That and a big-play defense will win you a game against a Southern Conference opponent.
Do that against an LSU or a Florida and well you know.
How much of that was Shaw’s shortcomings and how much of that was Spurrier’s play-calling? None of us are offensive coordinators and none of us are walking in Shaw’s shoes — one of which is covering a sprained foot.
But we’ve all seen what can happen when there’s a high comfort level between quarterback and coach. All you have to do is look a couple hours up the highway at next week’s opponent.
The Gamecocks do not have that. It burned them against LSU and Florida and it’s quite possible it could burn them again, be it next week or at whatever sunny bowl destination they end up at.
Shaw pointed to Wofford’s tendency of dropping eight players into coverage and rushing three. Occasionally, that gave Shaw all the time in the world to look down field. But when there are more Terriers than Gamecocks in the flight pattern, even the best quarterbacks can struggle.
Spurrier was unmoved by that argument.
“I know they had pretty good coverage,” Spurrier said. “I couldn’t get him to turn it loose.”
Said Shaw, “I was forced to run on some of those.”

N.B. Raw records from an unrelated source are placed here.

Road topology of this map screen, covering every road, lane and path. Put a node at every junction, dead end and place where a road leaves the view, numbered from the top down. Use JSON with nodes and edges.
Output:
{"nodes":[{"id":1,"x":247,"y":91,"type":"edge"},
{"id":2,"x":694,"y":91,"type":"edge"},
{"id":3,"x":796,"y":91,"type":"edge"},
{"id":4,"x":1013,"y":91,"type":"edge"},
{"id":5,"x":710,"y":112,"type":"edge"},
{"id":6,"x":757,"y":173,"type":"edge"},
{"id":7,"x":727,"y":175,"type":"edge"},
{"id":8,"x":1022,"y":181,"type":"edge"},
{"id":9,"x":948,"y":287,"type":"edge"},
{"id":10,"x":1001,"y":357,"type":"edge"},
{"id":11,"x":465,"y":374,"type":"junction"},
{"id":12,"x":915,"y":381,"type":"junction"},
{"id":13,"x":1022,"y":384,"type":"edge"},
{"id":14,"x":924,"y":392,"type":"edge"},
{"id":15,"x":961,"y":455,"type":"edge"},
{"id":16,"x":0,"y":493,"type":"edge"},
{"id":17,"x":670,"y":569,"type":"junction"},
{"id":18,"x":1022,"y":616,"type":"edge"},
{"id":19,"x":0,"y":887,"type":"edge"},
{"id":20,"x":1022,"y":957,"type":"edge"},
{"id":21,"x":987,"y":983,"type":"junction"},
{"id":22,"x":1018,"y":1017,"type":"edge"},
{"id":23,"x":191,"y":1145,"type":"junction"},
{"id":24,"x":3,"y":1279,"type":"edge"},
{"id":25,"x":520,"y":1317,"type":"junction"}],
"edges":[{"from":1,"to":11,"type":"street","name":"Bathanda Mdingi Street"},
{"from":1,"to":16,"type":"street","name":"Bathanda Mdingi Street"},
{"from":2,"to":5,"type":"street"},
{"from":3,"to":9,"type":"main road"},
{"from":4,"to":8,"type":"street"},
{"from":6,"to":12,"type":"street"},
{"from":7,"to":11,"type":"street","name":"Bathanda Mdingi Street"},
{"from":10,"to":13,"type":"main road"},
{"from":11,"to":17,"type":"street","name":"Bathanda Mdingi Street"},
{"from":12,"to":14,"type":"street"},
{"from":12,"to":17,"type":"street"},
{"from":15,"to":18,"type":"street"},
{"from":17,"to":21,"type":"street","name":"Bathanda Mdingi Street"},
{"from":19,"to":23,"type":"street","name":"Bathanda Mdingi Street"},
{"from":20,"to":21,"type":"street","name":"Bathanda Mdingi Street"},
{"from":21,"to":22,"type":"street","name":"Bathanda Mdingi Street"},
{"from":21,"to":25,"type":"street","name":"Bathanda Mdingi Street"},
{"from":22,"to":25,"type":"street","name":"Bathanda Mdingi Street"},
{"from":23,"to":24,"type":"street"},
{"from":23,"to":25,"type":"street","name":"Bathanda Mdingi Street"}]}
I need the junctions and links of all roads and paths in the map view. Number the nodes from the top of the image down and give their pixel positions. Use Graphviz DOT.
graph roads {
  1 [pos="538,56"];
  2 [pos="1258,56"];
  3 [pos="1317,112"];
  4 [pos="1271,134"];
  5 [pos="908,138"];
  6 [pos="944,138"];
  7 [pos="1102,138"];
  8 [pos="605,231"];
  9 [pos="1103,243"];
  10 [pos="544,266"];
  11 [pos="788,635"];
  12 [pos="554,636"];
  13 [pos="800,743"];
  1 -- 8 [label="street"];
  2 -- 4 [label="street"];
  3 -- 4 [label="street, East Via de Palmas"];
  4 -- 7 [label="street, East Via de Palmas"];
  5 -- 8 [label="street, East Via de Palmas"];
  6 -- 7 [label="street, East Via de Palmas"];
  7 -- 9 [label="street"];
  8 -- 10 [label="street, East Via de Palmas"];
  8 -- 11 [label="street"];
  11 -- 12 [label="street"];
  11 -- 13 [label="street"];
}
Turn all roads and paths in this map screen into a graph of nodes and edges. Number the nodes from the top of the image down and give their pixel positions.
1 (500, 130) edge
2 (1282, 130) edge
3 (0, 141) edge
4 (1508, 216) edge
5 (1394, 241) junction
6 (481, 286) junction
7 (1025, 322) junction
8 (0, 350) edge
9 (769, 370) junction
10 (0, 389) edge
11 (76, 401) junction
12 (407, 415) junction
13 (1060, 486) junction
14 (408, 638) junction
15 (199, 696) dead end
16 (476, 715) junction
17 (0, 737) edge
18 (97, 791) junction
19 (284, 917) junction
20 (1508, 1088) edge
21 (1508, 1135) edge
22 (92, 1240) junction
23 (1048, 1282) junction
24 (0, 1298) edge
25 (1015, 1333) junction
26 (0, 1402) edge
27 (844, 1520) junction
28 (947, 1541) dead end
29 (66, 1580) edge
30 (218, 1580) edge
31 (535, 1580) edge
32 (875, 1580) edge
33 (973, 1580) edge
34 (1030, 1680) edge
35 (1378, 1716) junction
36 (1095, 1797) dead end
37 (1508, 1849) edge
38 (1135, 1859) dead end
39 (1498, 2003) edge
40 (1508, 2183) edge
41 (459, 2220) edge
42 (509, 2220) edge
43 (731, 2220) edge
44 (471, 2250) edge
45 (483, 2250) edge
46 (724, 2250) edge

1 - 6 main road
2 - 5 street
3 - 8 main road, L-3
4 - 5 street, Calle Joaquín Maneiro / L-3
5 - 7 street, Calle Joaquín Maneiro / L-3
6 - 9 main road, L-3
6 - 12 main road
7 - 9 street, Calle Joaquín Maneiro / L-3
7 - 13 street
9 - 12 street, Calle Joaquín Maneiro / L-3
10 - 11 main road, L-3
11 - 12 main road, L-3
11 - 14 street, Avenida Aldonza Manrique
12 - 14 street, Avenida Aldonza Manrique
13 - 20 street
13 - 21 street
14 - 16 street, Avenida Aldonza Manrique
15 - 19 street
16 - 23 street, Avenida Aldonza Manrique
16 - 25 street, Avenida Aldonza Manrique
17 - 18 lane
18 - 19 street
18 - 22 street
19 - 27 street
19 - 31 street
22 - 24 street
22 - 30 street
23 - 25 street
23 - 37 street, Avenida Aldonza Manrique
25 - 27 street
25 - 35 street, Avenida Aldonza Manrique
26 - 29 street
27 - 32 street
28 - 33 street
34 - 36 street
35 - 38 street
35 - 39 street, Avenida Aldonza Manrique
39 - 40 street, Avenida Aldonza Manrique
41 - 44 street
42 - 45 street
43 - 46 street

So can these two guys get it figured out? They seemed to be two peas in a pod over the final seven games of the 2011 season. This year though — with a few notable exceptions such as the Missouri game — that comfort level has not been achieved.
Shaw needs to do a little more of what Spurrier asks of him and Spurrier needs to get back to tailoring an offense around what Shaw does best. Shaw needs to improve his decision-making and do a better job of looking downfield. Spurrier needs get back to taking advantage of Shaw’s quickness and put him in more situations where he can succeed with his feet.
Aggravating factors in all of this is an offensive line that has a tendency of bursting into flames and a group of receivers that often wind up on the side of milk cartons.
Those issues must be addressed as well.
There is that nagging feeling that Dylan Thompson is a better fit for what Spurrier likes to do. But even if that was the case, the offensive line’s failings demand Shaw’s mobility. Maybe in an alternate universe with a stout line, Spurrier makes that switch to Thompson against East Carolina and never looks back.
So, it is what it is. This is the hand USC has been dealt. There remains much to play for this season, and you have to consider the 2012 campaign a success. This senior class has won more games than any other and we’re all witness to a much higher standard of excellence.
Spurrier and Shaw are big reasons why all of that has come to pass.
But they are not on the same page right now.
They need to get there.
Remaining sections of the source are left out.